**Task brief:**
All lines with the word "numbered" in the material below are required.

** Records for processing follows **

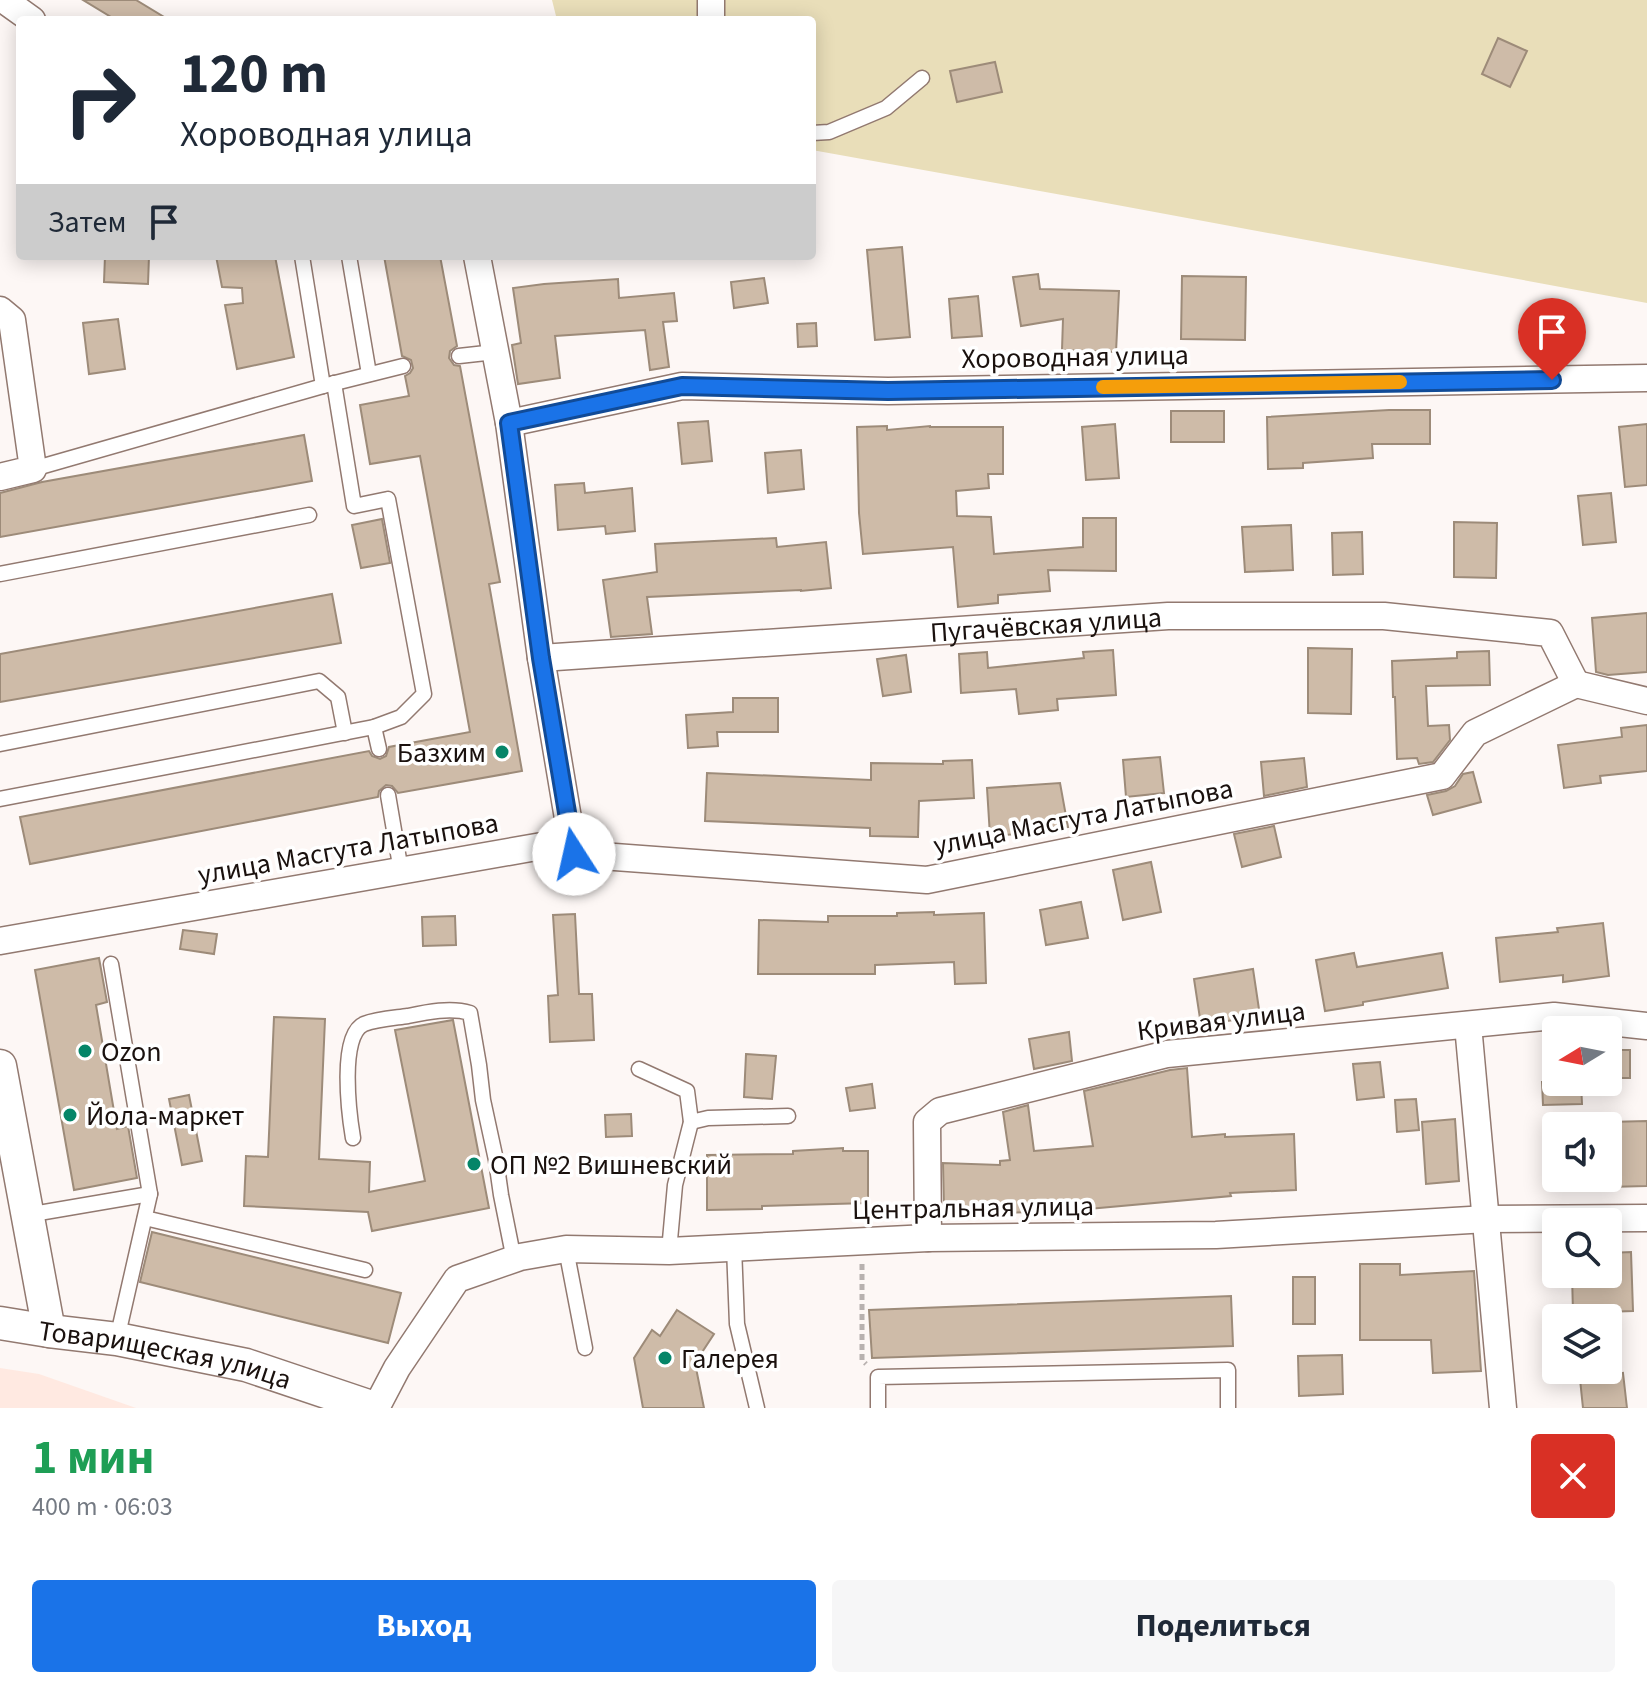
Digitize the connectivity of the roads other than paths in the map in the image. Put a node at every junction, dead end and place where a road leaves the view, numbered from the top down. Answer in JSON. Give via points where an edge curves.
{"nodes":[{"id":1,"x":4,"y":0,"type":"edge"},
{"id":2,"x":26,"y":16,"type":"edge"},
{"id":3,"x":922,"y":78,"type":"dead end"},
{"id":4,"x":816,"y":133,"type":"edge"},
{"id":5,"x":303,"y":260,"type":"edge"},
{"id":6,"x":350,"y":260,"type":"edge"},
{"id":7,"x":478,"y":260,"type":"edge"},
{"id":8,"x":0,"y":310,"type":"edge"},
{"id":9,"x":495,"y":352,"type":"junction"},
{"id":10,"x":459,"y":356,"type":"dead end"},
{"id":11,"x":403,"y":366,"type":"dead end"},
{"id":12,"x":369,"y":374,"type":"junction"},
{"id":13,"x":1647,"y":378,"type":"edge"},
{"id":14,"x":328,"y":384,"type":"junction"},
{"id":15,"x":509,"y":423,"type":"junction"},
{"id":16,"x":33,"y":469,"type":"junction"},
{"id":17,"x":0,"y":477,"type":"edge"},
{"id":18,"x":309,"y":515,"type":"dead end"},
{"id":19,"x":0,"y":574,"type":"edge"},
{"id":20,"x":541,"y":658,"type":"junction"},
{"id":21,"x":1576,"y":684,"type":"junction"},
{"id":22,"x":1647,"y":701,"type":"edge"},
{"id":23,"x":374,"y":727,"type":"junction"},
{"id":24,"x":345,"y":733,"type":"junction"},
{"id":25,"x":0,"y":744,"type":"edge"},
{"id":26,"x":379,"y":749,"type":"dead end"},
{"id":27,"x":388,"y":795,"type":"dead end"},
{"id":28,"x":0,"y":799,"type":"edge"},
{"id":29,"x":574,"y":854,"type":"junction"},
{"id":30,"x":401,"y":871,"type":"junction"},
{"id":31,"x":0,"y":941,"type":"edge"},
{"id":32,"x":111,"y":964,"type":"dead end"},
{"id":33,"x":1468,"y":1025,"type":"junction"},
{"id":34,"x":1647,"y":1026,"type":"edge"},
{"id":35,"x":0,"y":1066,"type":"edge"},
{"id":36,"x":639,"y":1069,"type":"dead end"},
{"id":37,"x":788,"y":1116,"type":"dead end"},
{"id":38,"x":691,"y":1122,"type":"junction"},
{"id":39,"x":353,"y":1138,"type":"dead end"},
{"id":40,"x":150,"y":1194,"type":"junction"},
{"id":41,"x":27,"y":1215,"type":"junction"},
{"id":42,"x":145,"y":1218,"type":"junction"},
{"id":43,"x":1647,"y":1218,"type":"edge"},
{"id":44,"x":1487,"y":1219,"type":"junction"},
{"id":45,"x":928,"y":1238,"type":"junction"},
{"id":46,"x":734,"y":1247,"type":"junction"},
{"id":47,"x":566,"y":1249,"type":"junction"},
{"id":48,"x":669,"y":1251,"type":"junction"},
{"id":49,"x":514,"y":1260,"type":"junction"},
{"id":50,"x":365,"y":1270,"type":"dead end"},
{"id":51,"x":0,"y":1323,"type":"edge"},
{"id":52,"x":49,"y":1331,"type":"junction"},
{"id":53,"x":117,"y":1339,"type":"junction"},
{"id":54,"x":585,"y":1348,"type":"dead end"},
{"id":55,"x":375,"y":1408,"type":"edge"},
{"id":56,"x":757,"y":1408,"type":"edge"},
{"id":57,"x":878,"y":1408,"type":"edge"},
{"id":58,"x":1228,"y":1408,"type":"edge"},
{"id":59,"x":1503,"y":1408,"type":"edge"}],
"edges":[{"from":1,"to":2,"type":"street"},
{"from":3,"to":4,"type":"lane","via":[[886,108]]},
{"from":5,"to":14,"type":"lane"},
{"from":6,"to":12,"type":"lane"},
{"from":7,"to":9,"type":"street"},
{"from":8,"to":16,"type":"street","via":[[12,320]]},
{"from":9,"to":10,"type":"lane"},
{"from":9,"to":15,"type":"street"},
{"from":11,"to":12,"type":"lane"},
{"from":12,"to":14,"type":"lane"},
{"from":13,"to":15,"type":"street","name":"Хороводная улица","via":[[888,391],[682,386]]},
{"from":14,"to":16,"type":"lane"},
{"from":14,"to":23,"type":"lane","via":[[354,506],[388,499],[424,694],[401,717]]},
{"from":15,"to":20,"type":"street"},
{"from":16,"to":17,"type":"street"},
{"from":18,"to":19,"type":"lane"},
{"from":20,"to":21,"type":"street","name":"Пугачёвская улица","via":[[1168,616],[1384,616],[1550,633]]},
{"from":20,"to":29,"type":"street"},
{"from":21,"to":22,"type":"street"},
{"from":21,"to":29,"type":"street","name":"улица Масгута Латыпова","via":[[1475,733],[1442,776],[927,880]]},
{"from":23,"to":24,"type":"lane"},
{"from":23,"to":26,"type":"lane"},
{"from":24,"to":25,"type":"lane","via":[[338,697],[319,681]]},
{"from":24,"to":28,"type":"lane"},
{"from":27,"to":30,"type":"lane"},
{"from":29,"to":30,"type":"street","name":"улица Масгута Латыпова","via":[[542,846]]},
{"from":30,"to":31,"type":"street","name":"улица Масгута Латыпова"},
{"from":32,"to":40,"type":"lane"},
{"from":33,"to":34,"type":"street","name":"Кривая улица","via":[[1554,1016]]},
{"from":33,"to":44,"type":"street"},
{"from":33,"to":45,"type":"street","name":"Кривая улица","via":[[1167,1054],[940,1111],[927,1122]]},
{"from":35,"to":41,"type":"street"},
{"from":36,"to":38,"type":"lane","via":[[687,1091]]},
{"from":37,"to":38,"type":"lane"},
{"from":38,"to":48,"type":"lane","via":[[675,1185]]},
{"from":39,"to":49,"type":"lane","via":[[348,1056],[362,1025],[425,1013],[470,1013]]},
{"from":40,"to":41,"type":"lane"},
{"from":40,"to":42,"type":"lane"},
{"from":41,"to":52,"type":"street"},
{"from":42,"to":50,"type":"lane"},
{"from":42,"to":53,"type":"lane"},
{"from":43,"to":44,"type":"street","name":"Центральная улица"},
{"from":44,"to":45,"type":"street","name":"Центральная улица","via":[[1216,1235]]},
{"from":44,"to":59,"type":"street"},
{"from":45,"to":46,"type":"street","name":"Центральная улица"},
{"from":46,"to":48,"type":"street","name":"Центральная улица"},
{"from":46,"to":56,"type":"lane","via":[[737,1324]]},
{"from":47,"to":48,"type":"street","name":"Центральная улица"},
{"from":47,"to":49,"type":"street","name":"Центральная улица"},
{"from":47,"to":54,"type":"lane"},
{"from":49,"to":55,"type":"street","name":"Центральная улица","via":[[457,1279]]},
{"from":51,"to":52,"type":"street","name":"Товарищеская улица"},
{"from":52,"to":53,"type":"street","name":"Товарищеская улица"},
{"from":53,"to":55,"type":"street","name":"Товарищеская улица","via":[[246,1365]]},
{"from":57,"to":58,"type":"lane","via":[[878,1377],[1228,1370]]}]}
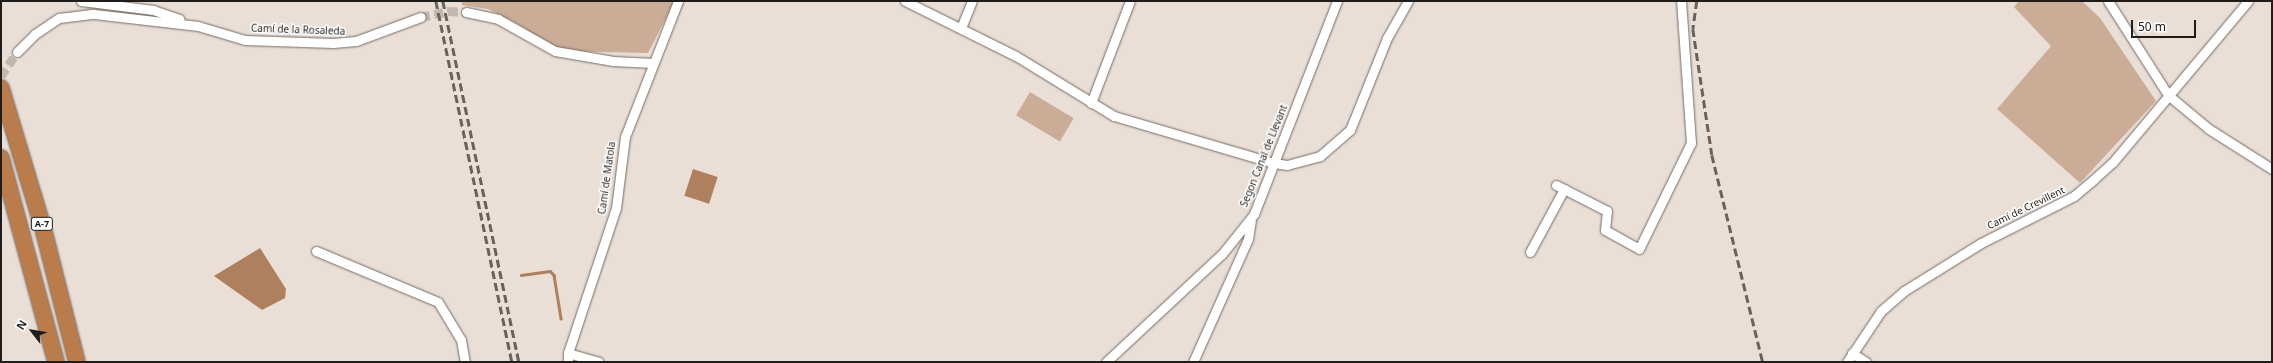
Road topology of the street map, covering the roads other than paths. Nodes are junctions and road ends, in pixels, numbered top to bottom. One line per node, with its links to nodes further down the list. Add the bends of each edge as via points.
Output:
1 (81, 1): 11 (street)
2 (678, 1): 17 (street, Camí de Matola)
3 (905, 1): 15 (street)
4 (972, 1): 15 (street)
5 (1130, 1): 20 (street)
6 (1337, 1): 22 (street, Segon Canal de Llevant)
7 (1408, 1): 22 (street, via 1386,38 1350,130 1320,156 1294,163)
8 (1681, 1): 26 (street, via 1691,143 1639,249 1605,230 1608,211 1560,187)
9 (2108, 1): 19 (street)
10 (2248, 1): 19 (street, Camí de Crevillent)
11 (105, 2): 14 (street, via 153,10)
12 (466, 12): 17 (street, via 498,19 555,51 613,61)
13 (420, 17): 14 (street, Camí de la Rosaleda, via 356,41 333,43 245,40)
14 (198, 26): 16 (street, Camí de la Rosaleda, via 94,14 59,18 35,34)
15 (962, 28): 20 (street, via 1016,56)
16 (16, 52)
17 (653, 63): 28 (street, Camí de Matola, via 625,136 616,208)
18 (1, 88): 30 (highway, A-7, via 43,228)
19 (2168, 95): 23 (street, via 2208,129); 27 (street, Camí de Crevillent, via 2113,162 2074,196 1981,243 1904,291 1881,311)
20 (1091, 103): 22 (street, via 1132,123)
21 (1, 158): 29 (highway, A-7)
22 (1274, 163): 24 (street, Segon Canal de Llevant)
23 (2272, 169)
24 (1251, 218): 33 (street, Segon Canal de Llevant, via 1222,254); 34 (street, via 1248,239)
25 (316, 251): 31 (street, via 438,302 461,340)
26 (1530, 252)
27 (1852, 353): 35 (street, Camí de Crevillent); 36 (street)
28 (568, 357): 32 (street)
29 (56, 362)
30 (77, 362)
31 (465, 362)
32 (599, 362)
33 (1106, 362)
34 (1193, 362)
35 (1846, 362)
36 (1866, 362)

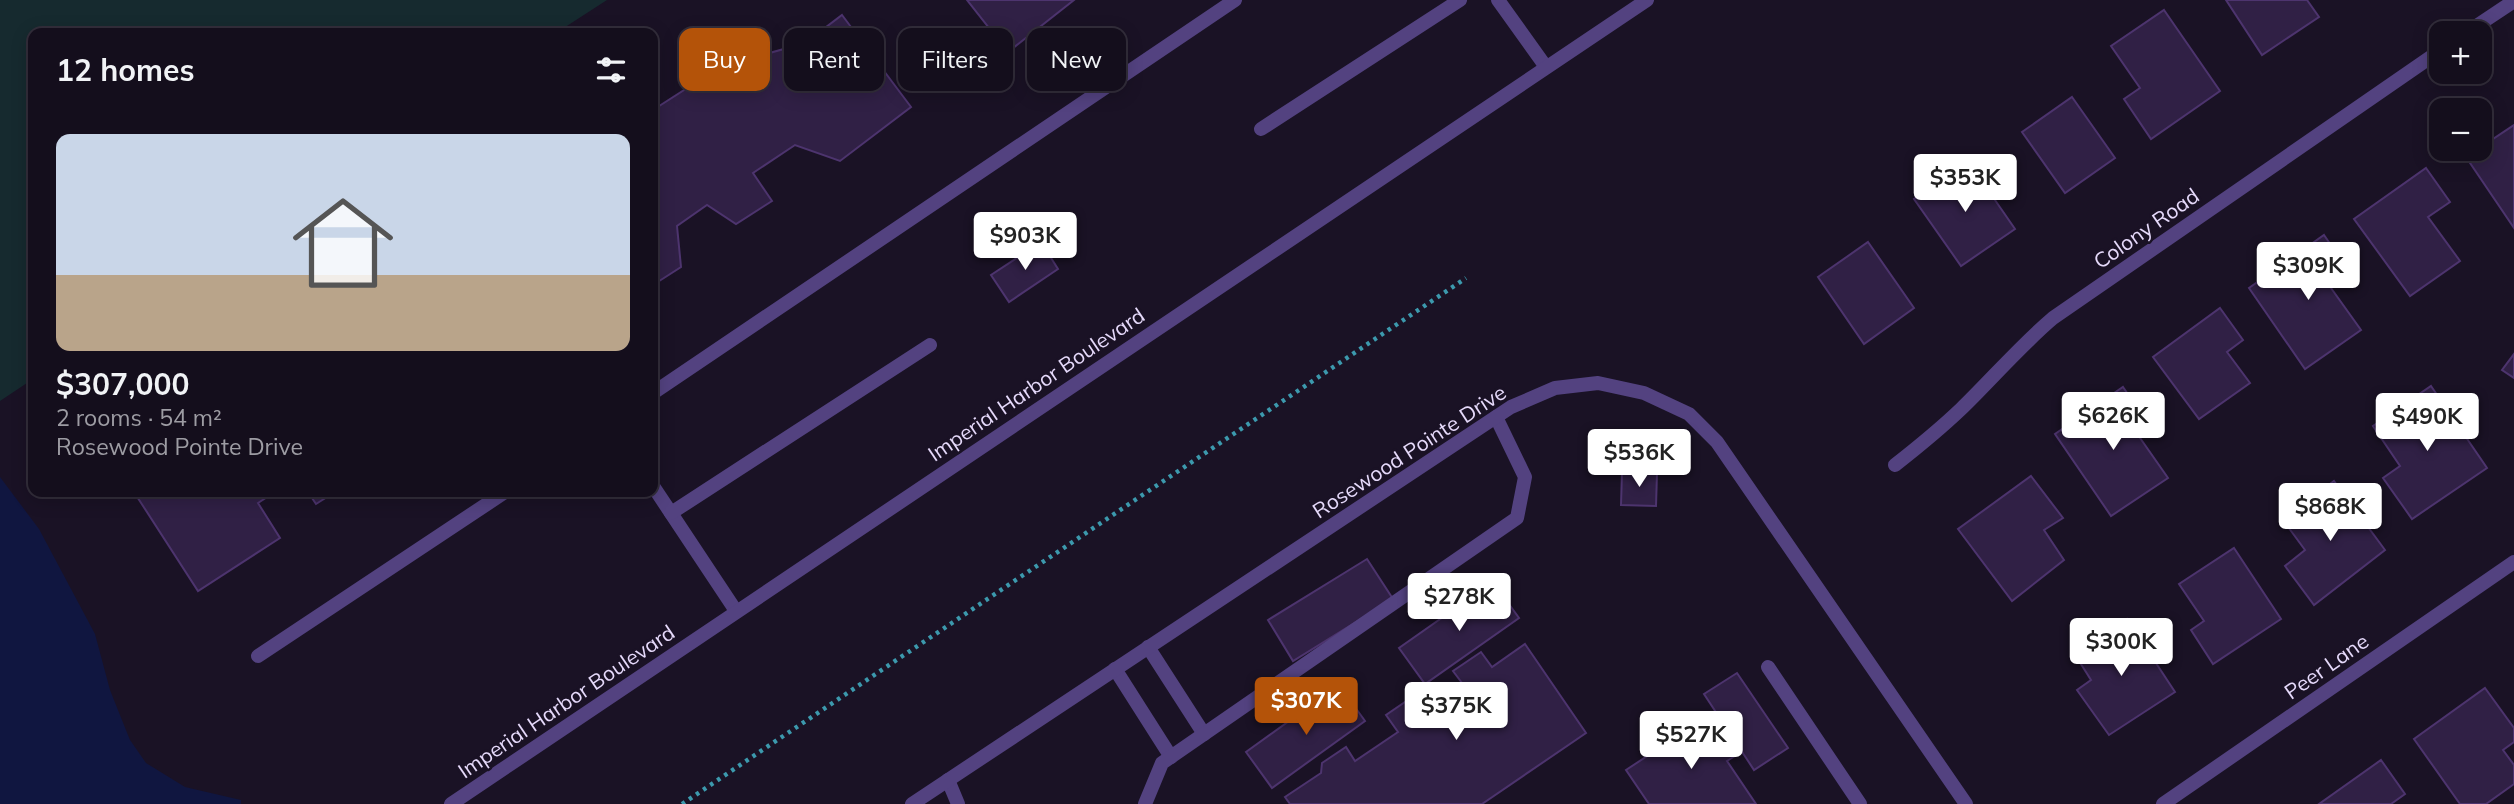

** End of Records for processing **

**Written reply:**
Digitize the connectivity of the roads other than paths in the map in the image. Put a node at every junction, dead end and place where a road leaves the view, numbered from the top down. Answer in JSON. Give via points where an edge curves.
Road topology of the street map, covering the roads other than paths. Nodes are junctions and road ends, in pixels, numbered top to bottom. One line per node, with its links to nodes further down the list. Add the bends of each edge as via points.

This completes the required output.